» **Goal of the exercise**
Extract word for word the lines of the listing from its start to the line holding "position:relative; width:2197px; height:916px;", both ends kept; pictures are not part of the copy.
-------------------------
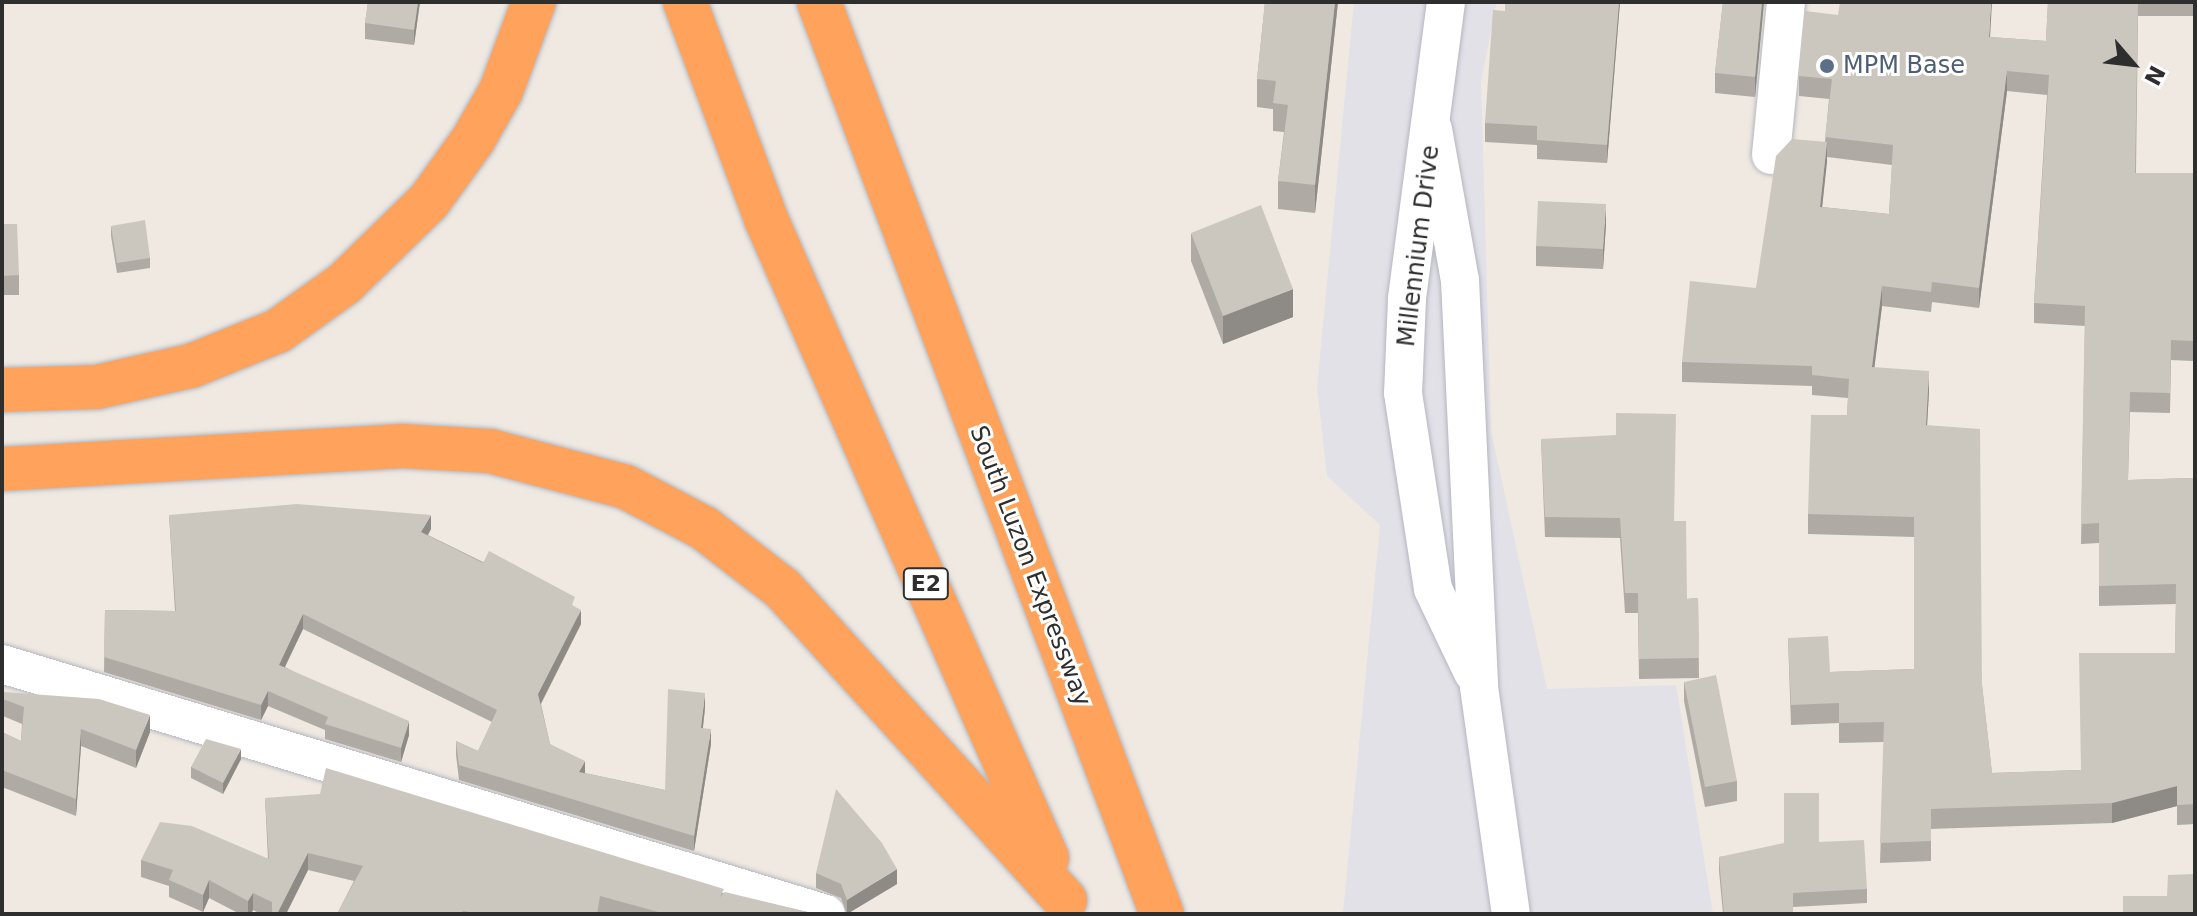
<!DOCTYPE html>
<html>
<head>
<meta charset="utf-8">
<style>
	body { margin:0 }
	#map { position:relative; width:2197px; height:916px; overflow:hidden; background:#efe9e1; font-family:"DejaVu Sans",sans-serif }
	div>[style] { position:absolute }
	.industrial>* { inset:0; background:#e3e1e8 }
	.roads { filter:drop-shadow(0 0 2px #b4b7c1) drop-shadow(0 0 2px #b4b7c1) }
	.street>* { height:38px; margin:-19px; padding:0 19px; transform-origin:19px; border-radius:19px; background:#fff }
	.highway>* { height:44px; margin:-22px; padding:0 22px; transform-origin:22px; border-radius:22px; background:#ffa35c }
	.wall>* { inset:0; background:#afaba4 }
	.shaded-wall>* { inset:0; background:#8e8b86 }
	.building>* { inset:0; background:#cbc7bf }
	.dots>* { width:22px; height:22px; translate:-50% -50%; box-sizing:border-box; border:4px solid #fff; border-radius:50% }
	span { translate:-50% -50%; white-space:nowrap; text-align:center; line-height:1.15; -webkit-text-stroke:6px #fff; paint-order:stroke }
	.shield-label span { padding:2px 6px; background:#fff; border:2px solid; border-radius:6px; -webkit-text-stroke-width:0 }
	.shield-label { font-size:22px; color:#2e2e2e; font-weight:700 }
	.service-label { font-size:24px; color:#4e5e75 }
	.left { translate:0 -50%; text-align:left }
	.street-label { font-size:24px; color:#2e2e2e }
	.frame { position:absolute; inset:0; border:4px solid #2e2e2e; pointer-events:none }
	.north { position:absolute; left:2093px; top:24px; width:80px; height:80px; -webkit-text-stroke:6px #fff; paint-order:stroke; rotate:118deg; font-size:22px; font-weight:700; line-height:32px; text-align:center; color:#2e2e2e }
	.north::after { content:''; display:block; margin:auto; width:28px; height:36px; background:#2e2e2e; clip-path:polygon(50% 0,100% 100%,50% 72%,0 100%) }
</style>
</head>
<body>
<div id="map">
	<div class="industrial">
		<i style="clip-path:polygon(1354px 2px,1497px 2px,1481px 81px,1491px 431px,1547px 689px,1676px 685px,1713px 914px,1343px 914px,1380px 525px,1327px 476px,1317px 387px)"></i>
	</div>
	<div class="roads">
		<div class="street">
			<i style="left:1446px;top:2px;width:300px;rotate:97.5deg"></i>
			<i style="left:1407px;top:299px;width:94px;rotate:92.4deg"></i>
			<i style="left:1403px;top:393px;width:198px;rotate:81.3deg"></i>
			<i style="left:1433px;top:589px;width:93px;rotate:64.5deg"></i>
			<i style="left:1433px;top:129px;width:153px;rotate:79.9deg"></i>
			<i style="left:1460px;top:280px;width:407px;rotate:87.3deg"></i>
			<i style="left:1479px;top:687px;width:229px;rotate:82deg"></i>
			<i style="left:1771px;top:155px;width:154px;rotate:-84.4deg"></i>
			<i style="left:2px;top:664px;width:861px;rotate:16.88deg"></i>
		</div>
		<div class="highway">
			<i style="left:685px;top:2px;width:232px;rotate:69.5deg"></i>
			<i style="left:766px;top:219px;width:698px;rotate:66.26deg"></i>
			<i style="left:819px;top:2px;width:974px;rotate:69.39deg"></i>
			<i style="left:2px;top:390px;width:95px;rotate:-1.8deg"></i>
			<i style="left:97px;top:387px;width:96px;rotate:-12.6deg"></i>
			<i style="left:191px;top:366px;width:94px;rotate:-21.9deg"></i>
			<i style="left:278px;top:331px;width:82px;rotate:-35.6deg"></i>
			<i style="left:345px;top:283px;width:117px;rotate:-44.3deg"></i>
			<i style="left:429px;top:201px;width:75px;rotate:-54.2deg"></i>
			<i style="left:473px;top:140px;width:56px;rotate:-60.3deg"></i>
			<i style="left:501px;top:91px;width:95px;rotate:-69.7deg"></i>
			<i style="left:2px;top:469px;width:401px;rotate:-3.3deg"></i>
			<i style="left:402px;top:446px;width:88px;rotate:3.3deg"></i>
			<i style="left:490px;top:451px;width:141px;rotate:14.8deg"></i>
			<i style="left:626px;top:487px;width:88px;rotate:27.7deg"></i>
			<i style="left:704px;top:528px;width:100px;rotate:37.7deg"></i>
			<i style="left:783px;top:589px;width:420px;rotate:47.8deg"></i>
		</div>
	</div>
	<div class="wall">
		<i style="clip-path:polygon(368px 2px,420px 2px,414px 45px,365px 39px,365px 23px)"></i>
		<i style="clip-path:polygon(1265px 2px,1338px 2px,1315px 213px,1278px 209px,1278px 181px,1284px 132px,1273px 131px,1273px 109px,1257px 107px,1257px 79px)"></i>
		<i style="clip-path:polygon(1620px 2px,1607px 163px,1537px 159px,1537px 145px,1485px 142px,1485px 123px,1505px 11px)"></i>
		<i style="clip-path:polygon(1723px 2px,1764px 2px,1755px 97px,1715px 93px,1715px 73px)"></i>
		<i style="clip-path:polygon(evenodd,2048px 2px,2195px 2px,2195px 16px,2138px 16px,2136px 173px,2195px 173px,2195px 361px,2171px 360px,2170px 413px,2130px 412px,2128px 480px,2195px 478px,2195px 824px,2177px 825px,2177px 806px,2112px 823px,1931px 829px,1931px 861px,1880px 863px,1884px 742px,1839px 743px,1839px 723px,1791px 725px,1788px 638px,1830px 672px,1914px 669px,1914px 537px,1808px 534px,1808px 514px,1847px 415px,1848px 398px,1812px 395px,1812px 386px,1682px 382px,1682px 362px,1756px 288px,1825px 142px,1829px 99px,1799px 96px,1799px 76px,1838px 15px,1990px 37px,2046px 41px,2048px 2px,2007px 91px,2047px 95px,2034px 303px,2034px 323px,2085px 326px,2081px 544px,2099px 543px,2099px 606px,2176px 604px,2175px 653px,2081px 770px,1992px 773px,1982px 685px,1927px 425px,1929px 391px,1874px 368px,1882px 306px,1931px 312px,1932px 302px,1979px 308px,2007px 91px,2048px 2px,1827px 157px,1892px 165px,1889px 214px,1822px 207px,1827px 157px)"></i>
		<i style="clip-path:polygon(2px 224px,19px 275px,19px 295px,2px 295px)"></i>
		<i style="clip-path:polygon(1606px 224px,1603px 269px,1536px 266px,1536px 246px)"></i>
		<i style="clip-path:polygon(111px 226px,150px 258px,150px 268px,117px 273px,111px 236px)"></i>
		<i style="clip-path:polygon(1191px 233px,1293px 317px,1223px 344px,1191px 261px)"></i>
		<i style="clip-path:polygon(1541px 439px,1674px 521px,1687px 599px,1698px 598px,1699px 678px,1639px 679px,1638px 613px,1625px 613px,1620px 538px,1545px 537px)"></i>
		<i style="clip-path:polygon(169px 515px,431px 529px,428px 535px,575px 607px,581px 624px,541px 704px,550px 744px,585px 773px,665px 790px,705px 708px,703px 728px,711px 744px,694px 851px,459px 780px,456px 755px,456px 741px,478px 751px,492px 722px,303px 629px,285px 667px,409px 735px,401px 762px,325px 739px,325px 730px,268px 706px,261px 720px,104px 672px,105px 610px,175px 611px)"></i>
		<i style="clip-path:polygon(1684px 682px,1737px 781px,1737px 801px,1705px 807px,1684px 701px)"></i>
		<i style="clip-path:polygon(3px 699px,150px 732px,136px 768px,81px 746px,76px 816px,2px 787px,2px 732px,21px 741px,22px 724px,3px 716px)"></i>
		<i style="clip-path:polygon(241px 759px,223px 794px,191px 778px,191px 767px)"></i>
		<i style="clip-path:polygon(265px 798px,724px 893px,816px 914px,337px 914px,354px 881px,308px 870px,286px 914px,261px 914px,253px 910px,251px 914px,240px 914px,209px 898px,203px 912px,169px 897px,169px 886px,141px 877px,141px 860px,268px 859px)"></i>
		<i style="clip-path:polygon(1819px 842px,1867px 889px,1867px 903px,1793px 907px,1793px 914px,1723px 914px,1719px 871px,1719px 857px)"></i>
		<i style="clip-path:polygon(816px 873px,897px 884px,847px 914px,841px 898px,816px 888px)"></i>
	</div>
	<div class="shaded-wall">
		<i style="clip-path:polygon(418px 2px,420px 2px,414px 45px,414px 30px)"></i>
		<i style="clip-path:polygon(1335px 2px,1338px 2px,1315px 213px,1315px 185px)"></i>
		<i style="clip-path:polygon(1619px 2px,1620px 2px,1607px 163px,1607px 145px)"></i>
		<i style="clip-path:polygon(1762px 2px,1764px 2px,1755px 97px,1755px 77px)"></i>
		<i style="clip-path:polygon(1991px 2px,1992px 2px,1989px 57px,1989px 37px)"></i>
		<i style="clip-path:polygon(2007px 71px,2007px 91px,1979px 308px,1979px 288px)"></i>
		<i style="clip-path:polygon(1827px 142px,1827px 162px,1820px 227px,1820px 207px)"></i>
		<i style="clip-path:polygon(1606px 204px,1606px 224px,1603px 269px,1603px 249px)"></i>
		<i style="clip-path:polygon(1882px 286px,1882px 306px,1872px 387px,1872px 367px)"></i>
		<i style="clip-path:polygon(1293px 289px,1293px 317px,1223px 344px,1223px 316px)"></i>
		<i style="clip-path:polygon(1929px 371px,1929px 391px,1926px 445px,1926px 425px)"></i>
		<i style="clip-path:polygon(431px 515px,431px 529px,421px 547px,421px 532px)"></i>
		<i style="clip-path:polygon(581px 610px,581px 624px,538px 709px,538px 694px)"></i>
		<i style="clip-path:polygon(303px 614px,303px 629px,279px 679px,279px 665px)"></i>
		<i style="clip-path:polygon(268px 691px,268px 706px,261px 720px,261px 705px)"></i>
		<i style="clip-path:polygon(705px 693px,705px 708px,701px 742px,701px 728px)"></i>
		<i style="clip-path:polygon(150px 715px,150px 732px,136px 768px,136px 750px)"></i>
		<i style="clip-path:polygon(409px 721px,409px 735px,401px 762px,401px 748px)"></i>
		<i style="clip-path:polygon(81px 729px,81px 746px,76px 816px,76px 799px)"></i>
		<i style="clip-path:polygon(711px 729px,711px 744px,694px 851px,694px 836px)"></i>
		<i style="clip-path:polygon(241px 749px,241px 759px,223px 794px,223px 783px)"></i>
		<i style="clip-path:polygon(585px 761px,585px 775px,579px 772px)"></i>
		<i style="clip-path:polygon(2177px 786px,2177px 806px,2112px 823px,2112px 803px)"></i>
		<i style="clip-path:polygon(308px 853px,308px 870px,286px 914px,277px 914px)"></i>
		<i style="clip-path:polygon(897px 869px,897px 884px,847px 914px,847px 900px)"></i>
		<i style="clip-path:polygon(209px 880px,209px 898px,203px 912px,203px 895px)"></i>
		<i style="clip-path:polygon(253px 893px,253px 910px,251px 914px,248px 914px,248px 901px)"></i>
	</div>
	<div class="building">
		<i style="clip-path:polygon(368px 2px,418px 2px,414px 30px,365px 23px)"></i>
		<i style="clip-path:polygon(1265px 2px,1335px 2px,1315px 185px,1278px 181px,1288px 105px,1273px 103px,1276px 81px,1257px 79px)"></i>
		<i style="clip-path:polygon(1505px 2px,1619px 2px,1607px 145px,1537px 140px,1537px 126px,1485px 123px,1493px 10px,1505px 11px)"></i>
		<i style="clip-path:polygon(1723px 2px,1762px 2px,1755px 77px,1715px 73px)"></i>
		<i style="clip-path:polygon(evenodd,1840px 2px,1991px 2px,1989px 37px,2046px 41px,2048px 2px,2138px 2px,2135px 173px,2195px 173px,2195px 341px,2171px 340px,2170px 393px,2130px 392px,2128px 480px,2195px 478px,2195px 804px,2177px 805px,2177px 786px,2112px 803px,1931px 809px,1931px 841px,1880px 843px,1884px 722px,1839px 723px,1839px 703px,1791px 705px,1788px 638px,1828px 636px,1830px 672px,1914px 669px,1914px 517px,1808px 514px,1811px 415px,1847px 415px,1849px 379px,1812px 375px,1812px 366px,1682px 362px,1690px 281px,1756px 288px,1776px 156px,1792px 139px,1827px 142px,1820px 207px,1889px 214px,1893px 145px,1825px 137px,1832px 79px,1799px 76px,1805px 11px,1838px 15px,1840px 2px,2007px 71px,2049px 75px,2034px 303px,2085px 306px,2081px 524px,2099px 523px,2099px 586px,2176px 584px,2175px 653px,2079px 653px,2081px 770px,1992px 773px,1982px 685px,1980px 429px,1926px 425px,1929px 371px,1872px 367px,1882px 286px,1931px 292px,1932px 282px,1979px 288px,2007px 71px)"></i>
		<i style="clip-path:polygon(1538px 201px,1606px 204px,1603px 249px,1536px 246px)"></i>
		<i style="clip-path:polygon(1261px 205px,1293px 289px,1223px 316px,1191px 233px)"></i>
		<i style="clip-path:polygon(145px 220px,150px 258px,117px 263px,111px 226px)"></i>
		<i style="clip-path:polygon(2px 224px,17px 224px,19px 275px,2px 276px)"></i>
		<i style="clip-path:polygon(1616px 413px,1676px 414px,1674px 521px,1686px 521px,1687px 599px,1698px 598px,1699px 658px,1639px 659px,1638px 593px,1625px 593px,1620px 518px,1545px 517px,1541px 439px,1616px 435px)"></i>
		<i style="clip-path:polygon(297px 504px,431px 515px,421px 532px,483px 563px,489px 551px,575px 597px,572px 605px,581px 610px,538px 694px,550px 744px,585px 761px,579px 772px,665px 790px,668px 689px,705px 693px,701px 728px,711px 729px,694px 836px,459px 765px,456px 741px,478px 751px,497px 710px,303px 614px,279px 665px,409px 721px,401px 748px,325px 724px,328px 717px,268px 691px,261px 705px,104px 657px,105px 610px,176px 611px,169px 515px)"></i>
		<i style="clip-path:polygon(1716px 675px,1737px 781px,1705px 787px,1684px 682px)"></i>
		<i style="clip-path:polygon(4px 692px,99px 699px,150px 715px,136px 750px,81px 729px,76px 799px,2px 770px,2px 732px,21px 741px,24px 707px,3px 699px)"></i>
		<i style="clip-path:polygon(206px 739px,241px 749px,223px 783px,191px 767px)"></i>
		<i style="clip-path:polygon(326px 768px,724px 889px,720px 897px,725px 892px,816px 914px,666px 914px,600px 896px,597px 914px,483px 914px,463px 911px,461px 914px,337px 914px,363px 866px,308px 853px,277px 914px,272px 914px,272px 902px,253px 893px,248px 901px,209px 880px,203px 895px,169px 880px,173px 870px,141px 860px,160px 822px,192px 826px,269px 859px,265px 798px,320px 794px)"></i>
		<i style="clip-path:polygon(836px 789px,882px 843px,897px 869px,847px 900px,841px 884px,816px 873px)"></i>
		<i style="clip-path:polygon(1784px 793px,1819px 793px,1819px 842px,1864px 840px,1867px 889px,1793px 893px,1793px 914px,1724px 914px,1719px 857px,1784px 843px)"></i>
		<i style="clip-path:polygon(2195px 874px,2195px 914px,2123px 914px,2123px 896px,2167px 896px,2168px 875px)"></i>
	</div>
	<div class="dots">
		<i style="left:1827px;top:66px;background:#5c6f8a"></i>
	</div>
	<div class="shield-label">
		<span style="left:926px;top:584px">E2</span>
	</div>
	<div class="service-label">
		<span class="left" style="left:1843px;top:66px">MPM Base</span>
	</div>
	<div class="street-label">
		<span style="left:1419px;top:246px;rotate:-83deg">Millennium Drive</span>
		<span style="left:1030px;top:566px;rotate:69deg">South Luzon Expressway</span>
	</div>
	<div class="frame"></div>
	<div class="north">N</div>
</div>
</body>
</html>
-------------------------
» **Solution**
<!DOCTYPE html>
<html>
<head>
<meta charset="utf-8">
<style>
	body { margin:0 }
	#map { position:relative; width:2197px; height:916px; overflow:hidden; background:#efe9e1; font-family:"DejaVu Sans",sans-serif }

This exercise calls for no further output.